I've been busier than a nine-tailed cat in a nursing home full of rockers! Then I went crazy and bought a dozen grape vines! (Like I don't have enough to do!



) What was I thinking??


----------



## Wade E (May 19, 2007)

Very cool Joan!


----------



## Trigham (May 19, 2007)

Very nice indeed, Nice to meet you Joan, I luv your label. very vivid picture may I ask where it came from?


P.S. The dandelions really havent come up here yet we had2.5 inches of snow on thursday past. I saw about ten dandelions on someones lawn and figured hmm maybe i shoud check the big fields, but oh well the snow came, and now its been raining for the past three days with the end insight being wednesday next week if were lucky!!


Trigham


----------



## Joanie (May 20, 2007)

Nice to meet you too, Trigham! And thank you! The picture is a photograph I took and then adjusted and filtered with Photoshop.

Snow, eh? You have my deepest sympathies! And I thought summer came late here!


----------



## JWMINNESOTA (May 20, 2007)

Another awesome label!


----------



## Joanie (May 20, 2007)

Thank you, JW!


----------



## jsmahoney (May 20, 2007)

Joan, I so wanted to pick the dandelions and make wine from them, but by the time I got outto pick them,(in my yard), they turned to the fuzz. Actually I thought it was only a couple of days. Boy I kick myself now for not jumping right in on them. But, work didn't allow the time. I don't think midnight would have worked out well. I love the label Joan!Really makes me want to goout this a.m. and get started trying to find enough. I have the week off this week and so maybe I can check and seeif I canget enough to make some wine. Just by looking out the window this morning I'd be lucky to get three cups worth. Thanks for the picture of the label.


----------



## Joanie (May 20, 2007)

Thank you *JS*. When I picked mine there weren't a lot of them. There are tons of them now! I found the ones along fields have much bigger blossoms than my yard ones did. I went for the big ones! It meant I needed fewer of them! I look at what's there now and I think of all the wine going to waste! 

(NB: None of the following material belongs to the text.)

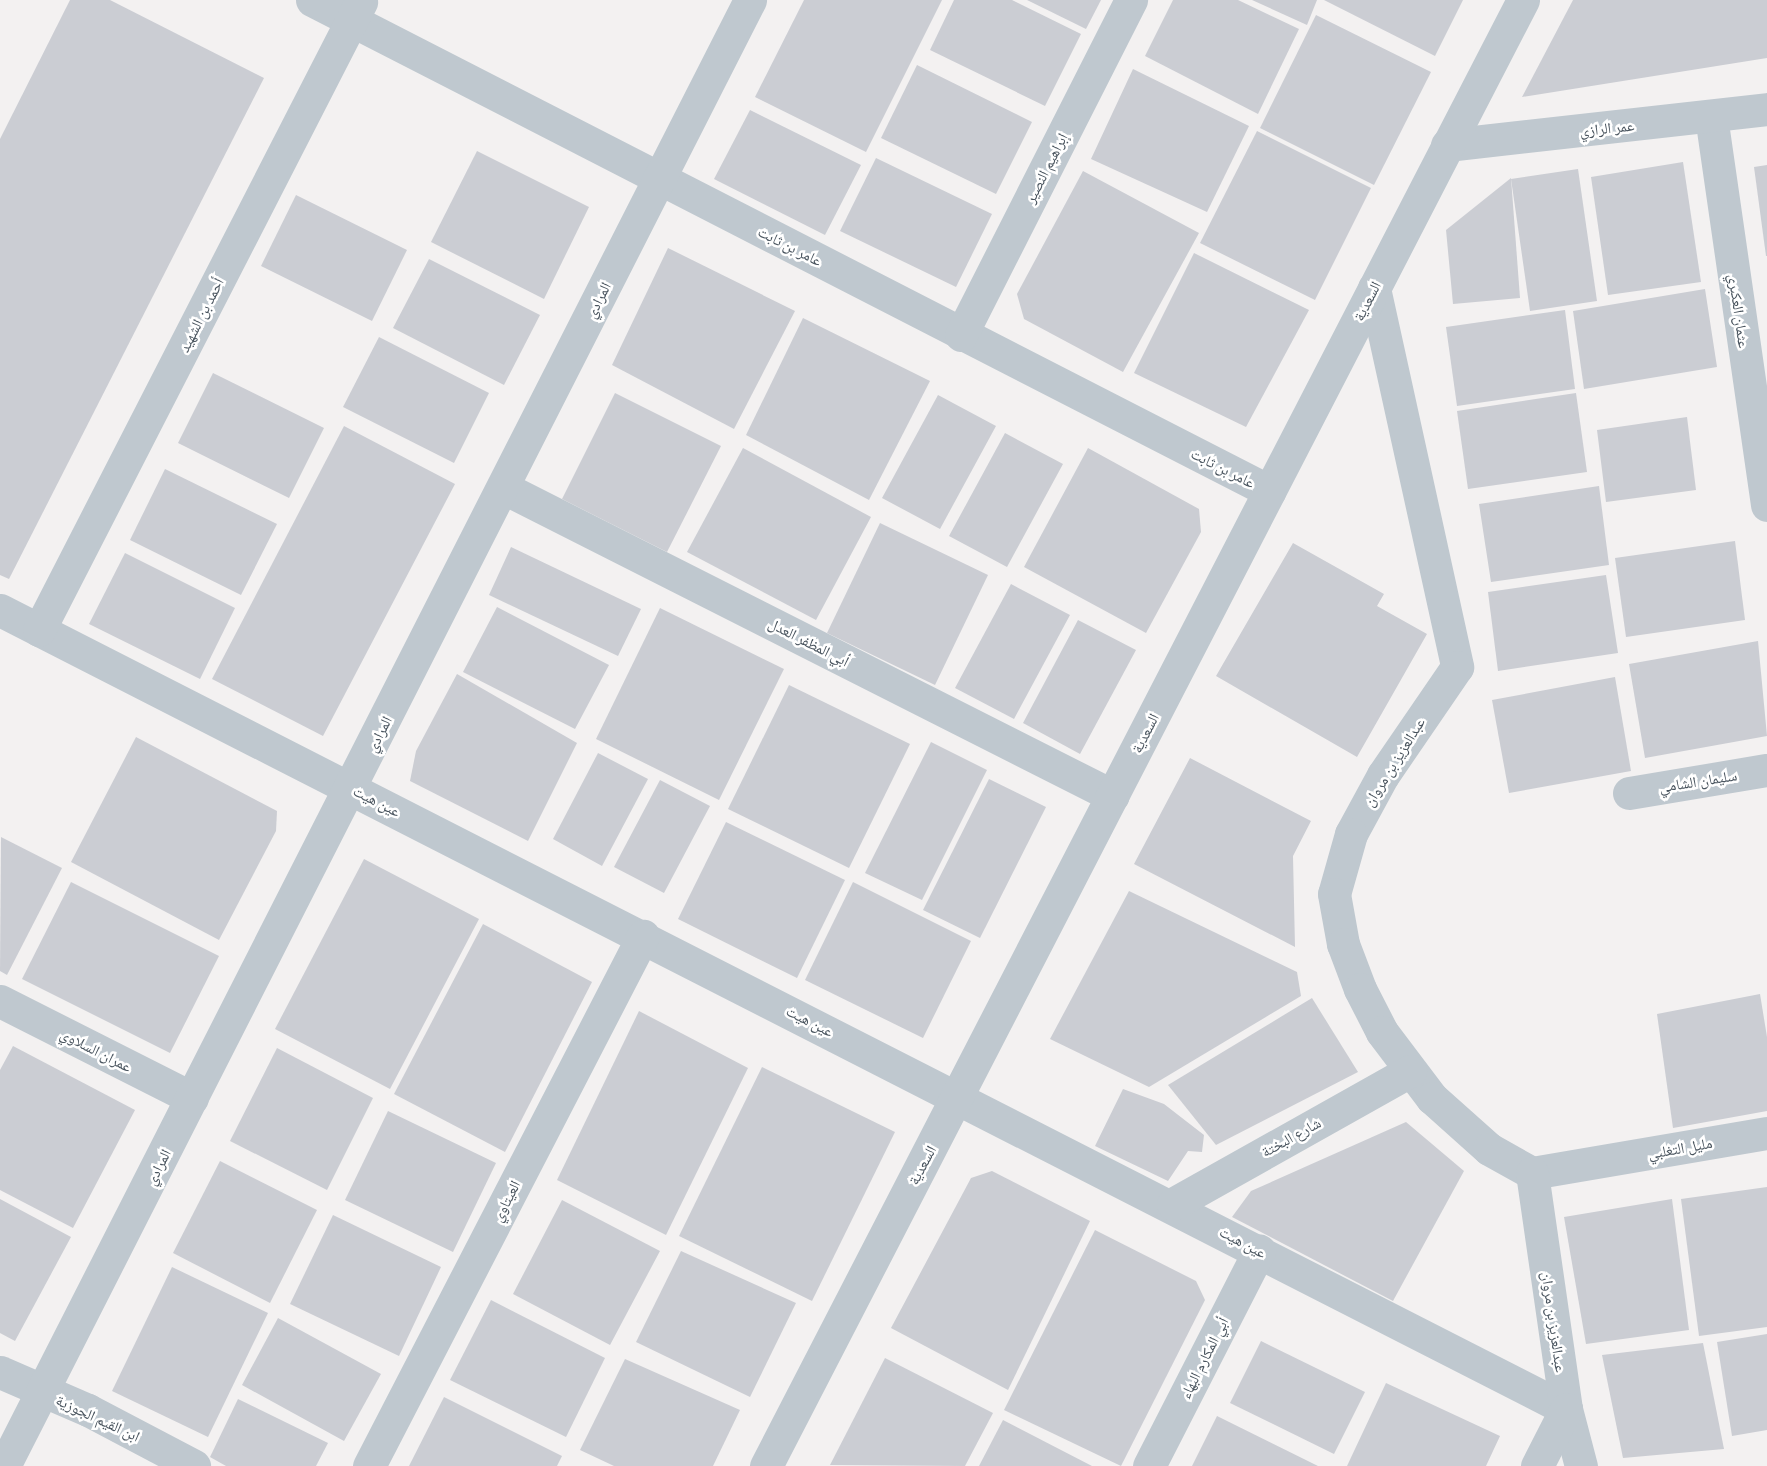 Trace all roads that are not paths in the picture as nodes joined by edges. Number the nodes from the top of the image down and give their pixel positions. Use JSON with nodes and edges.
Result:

*Trigham*, this was the cropped photo I used. I had plenty of them to choose from! =)






*Edited by: Joan *


----------



## Trigham (May 20, 2007)

Joan, your an accomplished photographer as well, I was wondering if there is a special method to getting the flowers, shouldI just pull the heads off or actually cut them right there to only get the yellow end of the plant? I think when the heat finally comes to us ill go and get a bucket or two and try one for my very first time!!Oh yes how many will I need and is there a better recipe I should perhaps look at?
Thanks again
Trig


----------



## Joanie (May 20, 2007)

Thank you again, Trig!

I had no idea what I was doing! I just looked for the biggest blossoms and pulled. Sometimes a little of the stem came with it but that was ok. When I got a bunch, I sat down and started pinching off the very bottom of the blossom with my thumb. About 50 blossoms later I knew that wasn't going to work much longer. My thumb was killing me and I had enough green matter under my thumb nail, it stayed green and sore for 3 days! Then I got smart and went for a pair of Fiskars!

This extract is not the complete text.